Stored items
#####

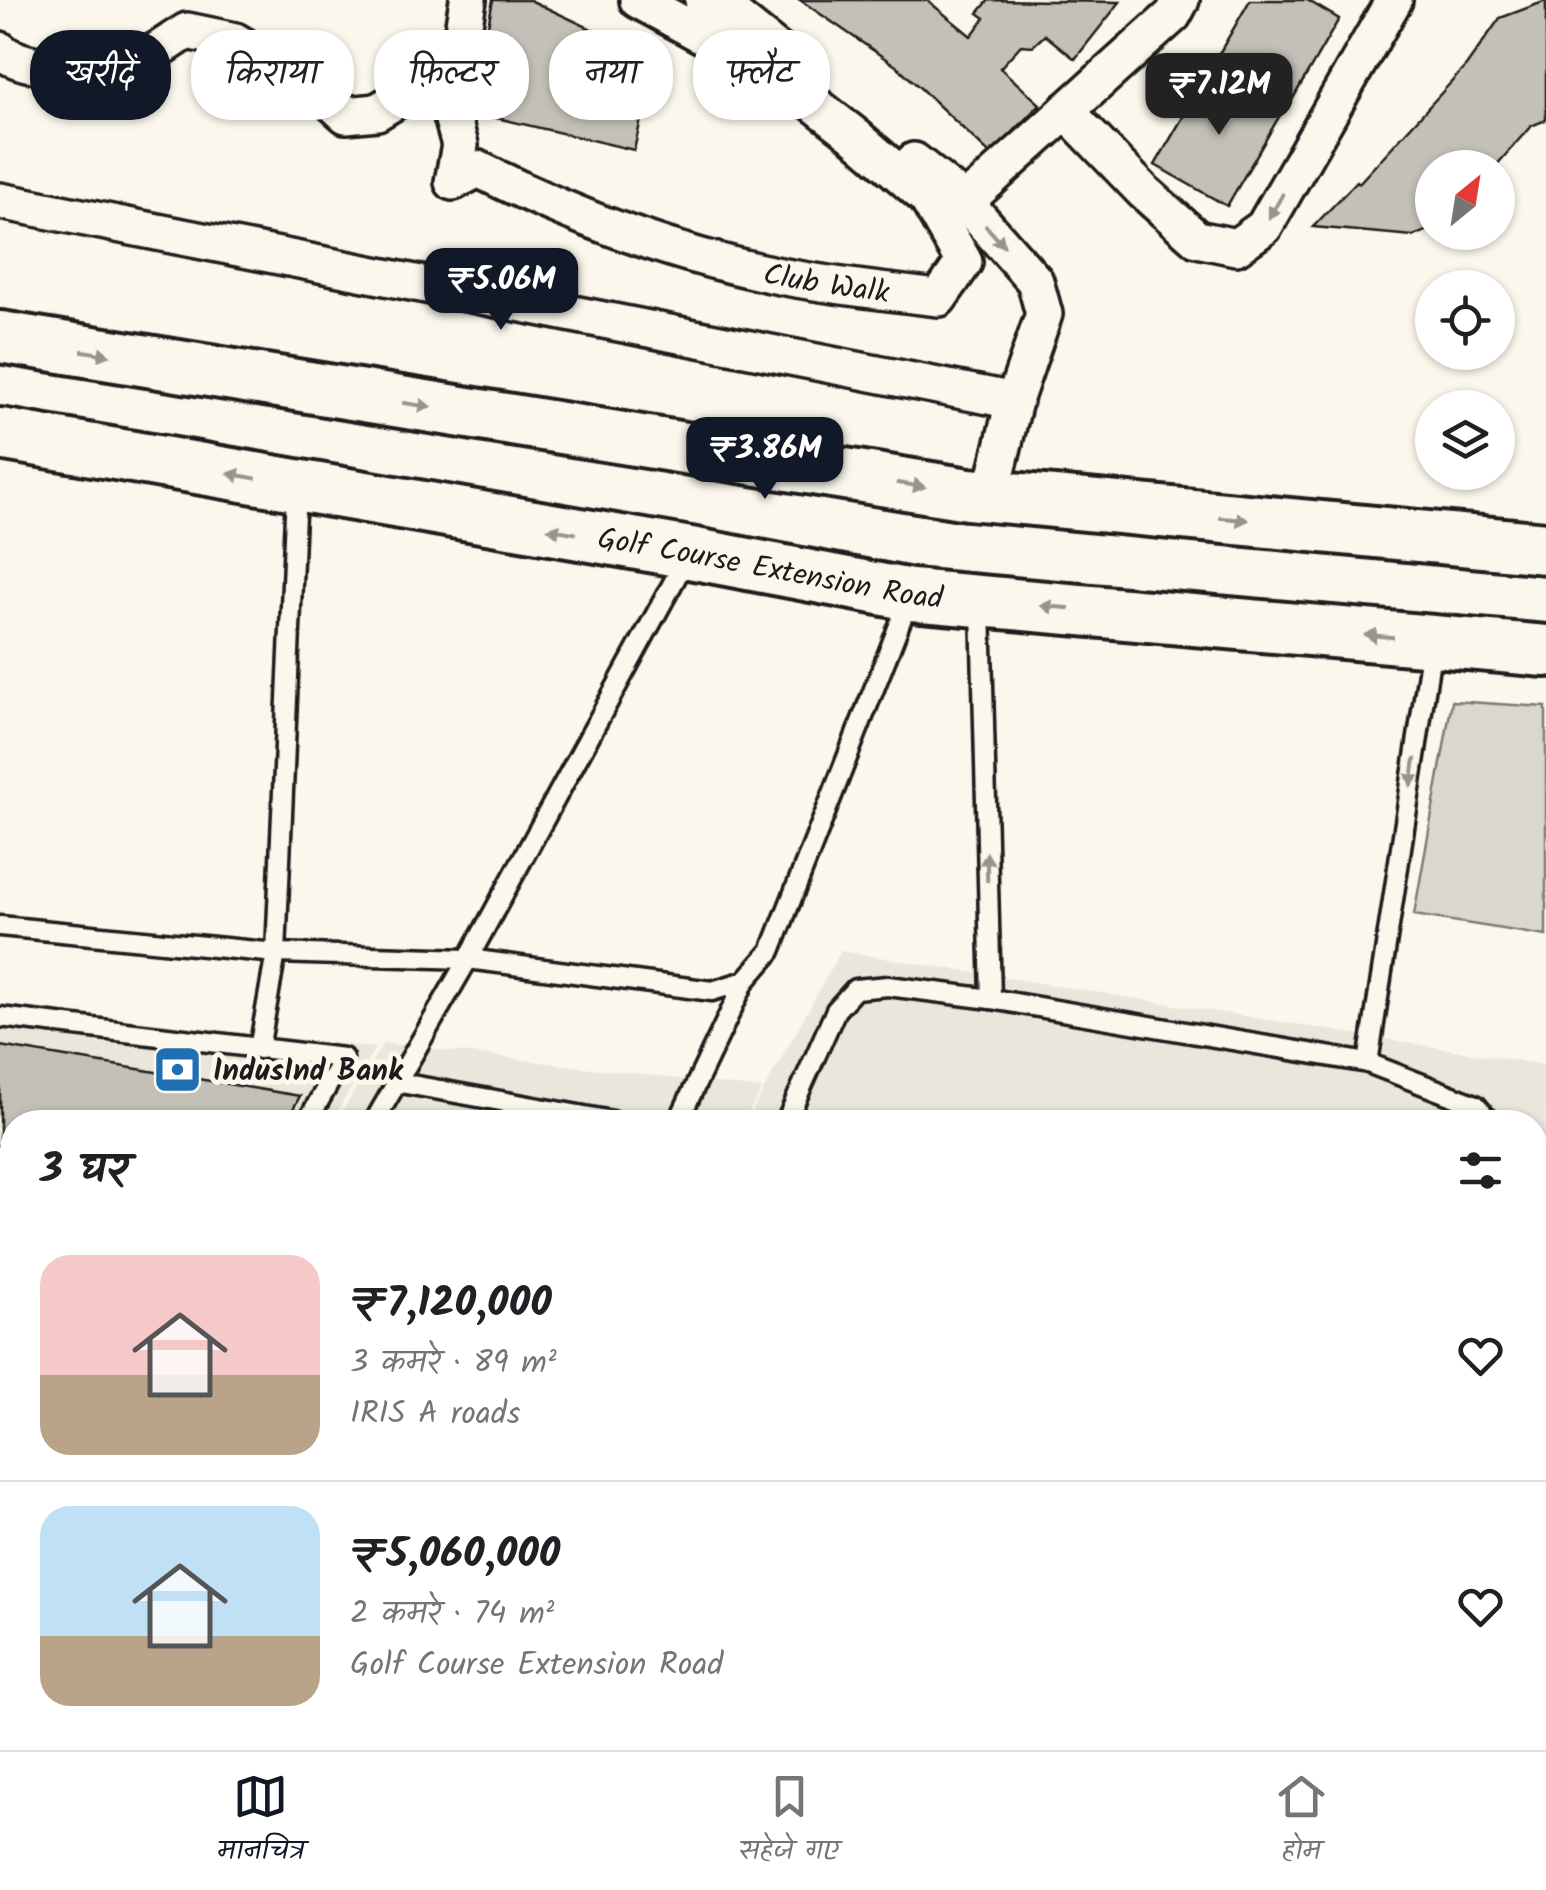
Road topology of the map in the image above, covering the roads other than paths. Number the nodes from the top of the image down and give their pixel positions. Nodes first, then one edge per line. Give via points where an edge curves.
1 (468, 0) edge
2 (638, 0) edge
3 (1394, 0) edge
4 (726, 5) edge
5 (1171, 5) edge
6 (0, 50) edge
7 (1066, 111) junction
8 (374, 112) edge
9 (0, 202) edge
10 (965, 202) junction
11 (0, 337) edge
12 (1014, 401) junction
13 (0, 434) edge
14 (296, 485) junction
15 (991, 496) junction
16 (1546, 548) edge
17 (690, 553) junction
18 (910, 595) junction
19 (981, 600) junction
20 (1433, 640) junction
21 (1546, 651) edge
22 (0, 926) edge
23 (276, 953) junction
24 (468, 959) junction
25 (745, 981) junction
26 (991, 1000) junction
27 (0, 1017) edge
28 (258, 1048) junction
29 (1368, 1063) junction
30 (395, 1082) junction
31 (315, 1110) edge
32 (380, 1110) edge
33 (551, 1110) edge
34 (684, 1110) edge
35 (791, 1110) edge
36 (1480, 1110) edge

1 - 2 street, Club Walk via 450,109 460,145 453,182 478,169 666,247 779,276 939,298 964,262 928,198 781,78
3 -> 7 street via 1264,227 1236,247 1197,239
4 - 10 street
5 - 7 street
6 - 8 street via 10,59 77,69 138,60 187,31 236,41 346,114
7 - 10 street
9 - 12 street
10 -> 12 street via 1035,281 1044,314
11 -> 15 main road
12 - 15 street
14 -> 13 main road, Golf Course Extension Road
17 -> 14 main road, Golf Course Extension Road
14 - 23 lane
15 -> 16 main road
17 - 18 main road, Golf Course Extension Road
17 - 24 lane
18 - 19 main road, Golf Course Extension Road
18 - 25 lane via 771,951
20 -> 19 main road, Golf Course Extension Road
26 -> 19 lane
20 - 21 main road, Golf Course Extension Road
20 -> 29 lane
22 - 23 lane
23 - 24 lane
23 - 28 lane
24 - 25 lane via 712,992
24 - 30 lane
25 - 34 lane
26 - 29 lane
26 - 35 lane via 888,986 856,989 836,1010
27 - 28 lane
28 - 31 lane via 343,1058
29 - 36 lane
30 - 32 lane
30 - 33 lane

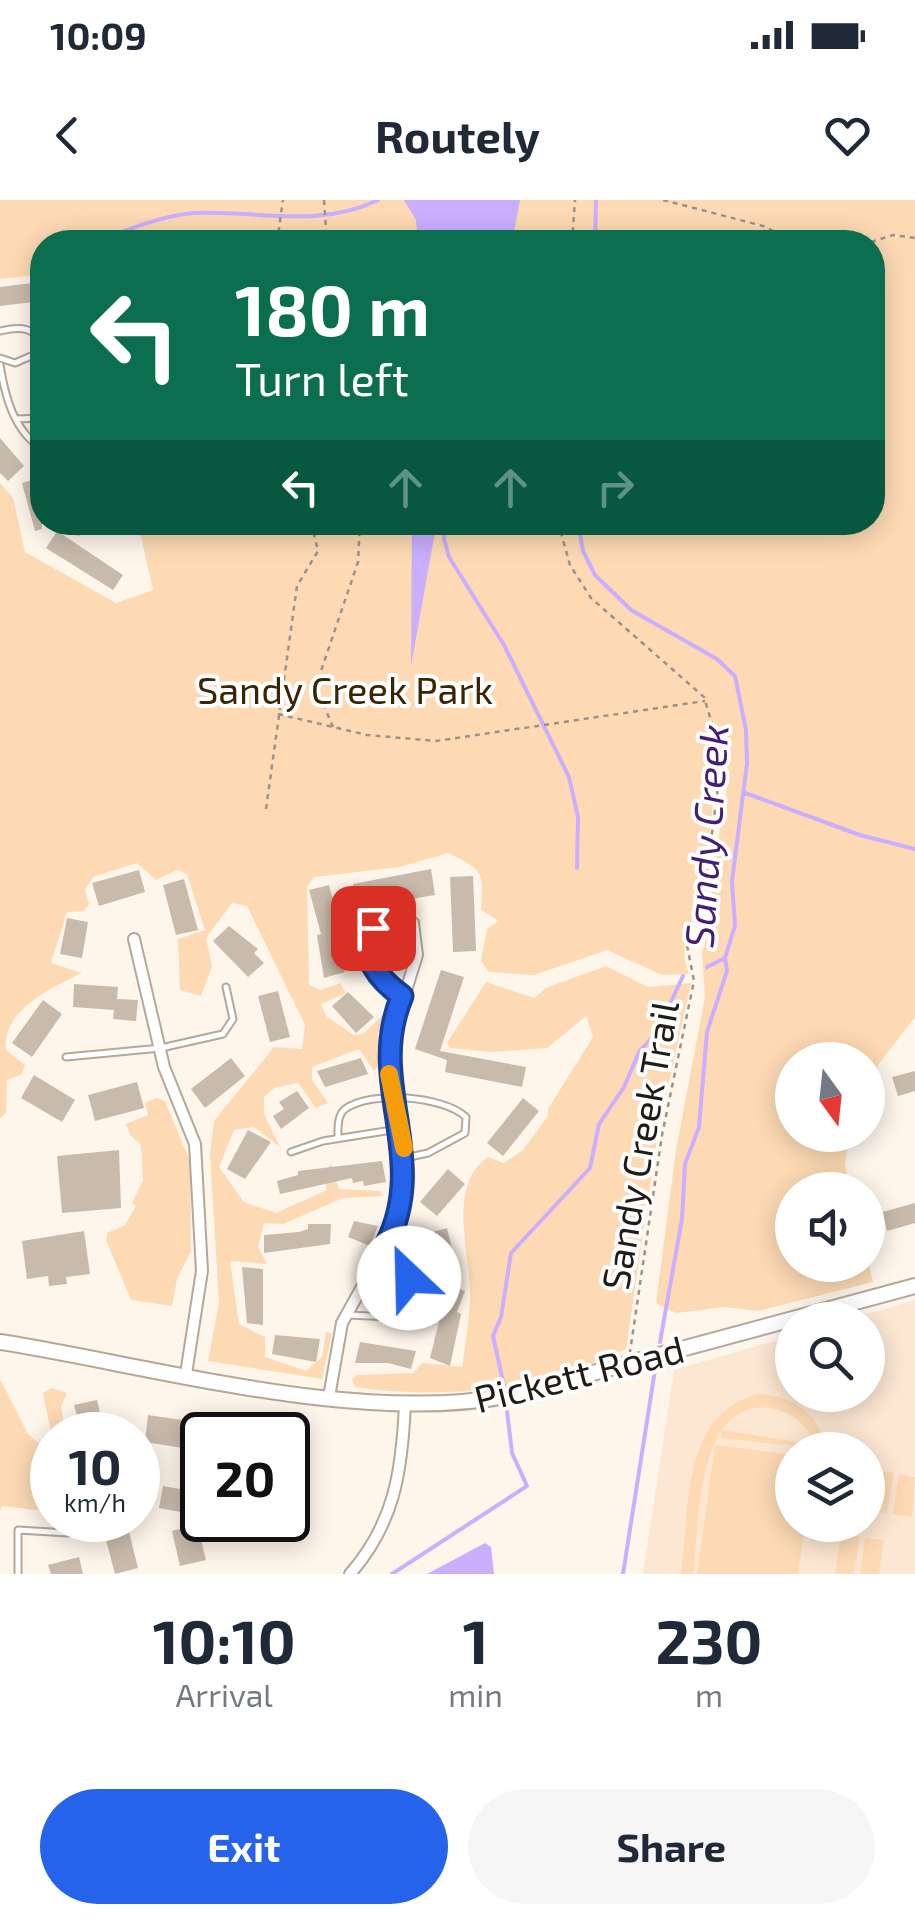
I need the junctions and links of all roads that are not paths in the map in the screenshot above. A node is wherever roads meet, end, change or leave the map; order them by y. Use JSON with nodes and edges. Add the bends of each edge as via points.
{"nodes":[{"id":1,"x":30,"y":330,"type":"edge"},
{"id":2,"x":0,"y":331,"type":"edge"},
{"id":3,"x":30,"y":356,"type":"edge"},
{"id":4,"x":0,"y":358,"type":"edge"},
{"id":5,"x":0,"y":365,"type":"edge"},
{"id":6,"x":30,"y":418,"type":"edge"},
{"id":7,"x":15,"y":419,"type":"junction"},
{"id":8,"x":30,"y":441,"type":"edge"},
{"id":9,"x":413,"y":923,"type":"joint"},
{"id":10,"x":134,"y":939,"type":"dead end"},
{"id":11,"x":226,"y":988,"type":"dead end"},
{"id":12,"x":402,"y":996,"type":"junction"},
{"id":13,"x":161,"y":1048,"type":"junction"},
{"id":14,"x":66,"y":1057,"type":"dead end"},
{"id":15,"x":393,"y":1098,"type":"junction"},
{"id":16,"x":400,"y":1129,"type":"junction"},
{"id":17,"x":338,"y":1138,"type":"junction"},
{"id":18,"x":291,"y":1152,"type":"dead end"},
{"id":19,"x":405,"y":1158,"type":"junction"},
{"id":20,"x":386,"y":1245,"type":"junction"},
{"id":21,"x":915,"y":1286,"type":"edge"},
{"id":22,"x":346,"y":1314,"type":"junction"},
{"id":23,"x":0,"y":1342,"type":"edge"},
{"id":24,"x":186,"y":1374,"type":"junction"},
{"id":25,"x":329,"y":1396,"type":"junction"},
{"id":26,"x":405,"y":1404,"type":"junction"},
{"id":27,"x":30,"y":1531,"type":"edge"},
{"id":28,"x":18,"y":1574,"type":"edge"},
{"id":29,"x":350,"y":1574,"type":"edge"}],
"edges":[{"from":1,"to":2,"type":"lane"},
{"from":3,"to":4,"type":"lane","via":[[14,363]]},
{"from":5,"to":7,"type":"lane"},
{"from":6,"to":7,"type":"lane"},
{"from":7,"to":8,"type":"lane"},
{"from":9,"to":12,"type":"street","via":[[418,955]]},
{"from":9,"to":12,"type":"lane","via":[[373,928],[368,935],[376,973]]},
{"from":10,"to":13,"type":"street"},
{"from":11,"to":13,"type":"lane","via":[[231,1028]]},
{"from":12,"to":15,"type":"street","via":[[388,1048]]},
{"from":13,"to":14,"type":"lane"},
{"from":13,"to":24,"type":"street","via":[[194,1144],[199,1183],[202,1271]]},
{"from":15,"to":16,"type":"street"},
{"from":15,"to":17,"type":"lane","via":[[346,1108]]},
{"from":15,"to":19,"type":"lane","via":[[432,1100],[466,1117],[465,1133],[453,1142]]},
{"from":16,"to":17,"type":"lane"},
{"from":16,"to":19,"type":"street"},
{"from":17,"to":18,"type":"lane"},
{"from":19,"to":20,"type":"street","via":[[403,1199]]},
{"from":20,"to":22,"type":"street"},
{"from":20,"to":22,"type":"lane","via":[[409,1278],[410,1318]]},
{"from":21,"to":26,"type":"street","name":"Pickett Road","via":[[492,1399]]},
{"from":22,"to":25,"type":"street"},
{"from":23,"to":24,"type":"street","name":"Pickett Road"},
{"from":24,"to":25,"type":"street","name":"Pickett Road"},
{"from":25,"to":26,"type":"street","name":"Pickett Road"},
{"from":26,"to":29,"type":"street","via":[[394,1504]]},
{"from":27,"to":28,"type":"lane","via":[[18,1530]]}]}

#####

What to produce: Where a line in the data contains the string "Extension", add it to your count, and give only the final number.

Answer space: 6